When a line of the records contains "rows", copy it.

━━━━━━━━━━━━━━━━

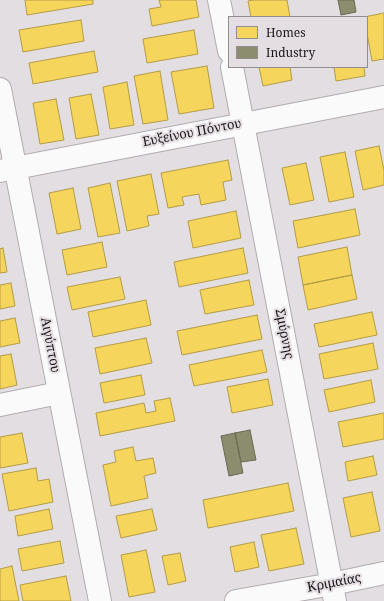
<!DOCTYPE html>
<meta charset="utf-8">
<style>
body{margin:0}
#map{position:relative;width:384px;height:601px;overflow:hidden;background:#e3dee1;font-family:"Noto Serif",serif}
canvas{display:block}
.legend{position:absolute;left:228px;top:16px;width:140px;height:52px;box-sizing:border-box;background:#e4dde2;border:1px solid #928d91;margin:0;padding:5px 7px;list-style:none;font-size:12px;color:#181617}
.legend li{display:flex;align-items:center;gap:8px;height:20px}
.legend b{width:20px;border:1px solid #928d91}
</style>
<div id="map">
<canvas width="384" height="601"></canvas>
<ul class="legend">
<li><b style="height:11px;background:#f6d55c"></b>Homes</li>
<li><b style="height:11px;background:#8c8c6e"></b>Industry</li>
</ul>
</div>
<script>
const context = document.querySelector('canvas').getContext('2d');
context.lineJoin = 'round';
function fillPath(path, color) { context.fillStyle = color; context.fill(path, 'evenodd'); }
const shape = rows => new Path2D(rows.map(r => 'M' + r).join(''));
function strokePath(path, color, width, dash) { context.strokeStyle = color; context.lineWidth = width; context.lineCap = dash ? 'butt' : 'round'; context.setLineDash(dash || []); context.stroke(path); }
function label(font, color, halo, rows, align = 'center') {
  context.font = font + ' "Noto Serif",serif'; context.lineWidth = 4; context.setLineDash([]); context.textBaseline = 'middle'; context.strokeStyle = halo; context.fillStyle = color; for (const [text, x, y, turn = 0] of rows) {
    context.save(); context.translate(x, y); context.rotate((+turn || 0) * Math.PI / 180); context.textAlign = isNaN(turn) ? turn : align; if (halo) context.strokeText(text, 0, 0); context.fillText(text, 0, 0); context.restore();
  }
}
const homes = shape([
 [25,0,93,0,93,4,27,15,25,0],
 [159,0,196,0,199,17,152,26,149,9,161,7,159,0],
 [253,0,287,0,290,17,251,17,248,1,253,0],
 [384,13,384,59,372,61,367,33,367,17,364,17,384,13],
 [81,20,84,41,23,52,19,30,81,20],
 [194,30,198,54,147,63,143,39,194,30],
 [94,51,98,72,33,84,29,63,94,51],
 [207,66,214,108,179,114,171,72,207,66],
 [259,67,290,67,292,80,263,86,259,67],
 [334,67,364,67,365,76,336,81,334,67],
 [160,71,168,120,143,124,134,76,160,71],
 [127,82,134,125,110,129,103,87,127,82],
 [91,94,99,135,76,139,69,98,91,94],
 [56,99,64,140,40,144,33,103,56,99],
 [379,146,384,170,384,185,363,190,355,151,379,146],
 [345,152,354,197,329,202,320,157,345,152],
 [228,160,232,180,223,182,226,200,201,205,199,194,182,197,184,205,168,208,161,173,228,160],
 [306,163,314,200,290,205,282,168,306,163],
 [151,174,159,214,147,216,149,226,127,231,117,181,151,174],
 [110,183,120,233,98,237,88,188,110,183],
 [73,188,81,229,57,234,49,193,73,188],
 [355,209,360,235,298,248,293,221,355,209],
 [236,211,241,238,193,248,188,221,236,211],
 [102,242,107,267,67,275,62,250,102,242],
 [347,247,352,275,303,285,298,257,347,247],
 [3,248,7,272,0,273,0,249,3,248],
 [243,248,248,273,179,287,174,262,243,248],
 [352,275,357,299,308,310,303,285,352,275],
 [120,277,125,299,72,310,67,287,120,277],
 [249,280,254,305,205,314,200,290,249,280],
 [11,283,15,306,0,309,0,285,11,283],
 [146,300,151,325,93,337,88,312,146,300],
 [372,312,377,335,319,347,314,324,372,312],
 [257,315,262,339,182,355,177,331,257,315],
 [15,318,20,343,0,347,0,321,15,318],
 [146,338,152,363,100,374,95,348,146,338],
 [373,343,378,369,324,379,319,354,373,343],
 [262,350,267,372,194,386,189,365,262,350],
 [11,354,17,385,0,389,0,356,11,354],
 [141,375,145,395,104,403,100,383,141,375],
 [268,379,273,405,232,413,227,387,268,379],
 [371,380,375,402,329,412,324,390,371,380],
 [170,398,175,421,100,436,96,413,144,403,146,413,156,411,154,401,170,398],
 [384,413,384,439,343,447,338,422,384,413],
 [22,433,28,463,0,468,0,437,22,433],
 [133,447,136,461,153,458,156,473,144,476,148,498,111,506,103,465,116,462,114,451,133,447],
 [373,456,377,475,348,481,345,462,373,456],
 [36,468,38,481,49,479,53,502,9,511,2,474,36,468],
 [288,483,294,511,208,528,203,500,288,483],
 [372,492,380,531,351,537,343,498,372,492],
 [49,509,53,529,18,536,15,516,49,509],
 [152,509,157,530,121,538,116,516,152,509],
 [296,528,304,564,269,571,261,535,296,528],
 [60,541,64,563,22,571,18,549,60,541],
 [254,542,259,567,235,572,230,547,254,542],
 [146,550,155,592,129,597,121,555,146,550],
 [180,553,186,581,168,585,162,556,180,553],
 [12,566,19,601,0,601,0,569,12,566],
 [66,576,71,601,23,601,20,585,66,576]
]);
fillPath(homes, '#f6d55c');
strokePath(homes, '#b39c47', 1);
const industry = shape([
 [338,0,354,0,356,12,341,15,338,0],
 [250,430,256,460,241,462,235,433,250,430],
 [235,433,243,473,229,476,221,436,235,433]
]);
fillPath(industry, '#8c8c6e');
strokePath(industry, '#696954', 1);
const minor = shape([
 [219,0,229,51],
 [232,67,335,601],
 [0,89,100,601],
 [0,171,384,97],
 [0,405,59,393],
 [236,601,332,584,384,573]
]);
strokePath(minor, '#b0acaf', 24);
strokePath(minor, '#fbfafa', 22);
label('13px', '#181617', '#e4dde2', [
 ["Ευξείνου Πόντου",192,133,-11],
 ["Σμύρνης",284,334,79],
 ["Αιγύπτου",50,345,79],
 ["Κριμαίας",334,583,-11]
]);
</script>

━━━━━━━━━━━━━━━━

Task solution:
const shape = rows => new Path2D(rows.map(r => 'M' + r).join(''));
function label(font, color, halo, rows, align = 'center') {
  context.font = font + ' "Noto Serif",serif'; context.lineWidth = 4; context.setLineDash([]); context.textBaseline = 'middle'; context.strokeStyle = halo; context.fillStyle = color; for (const [text, x, y, turn = 0] of rows) {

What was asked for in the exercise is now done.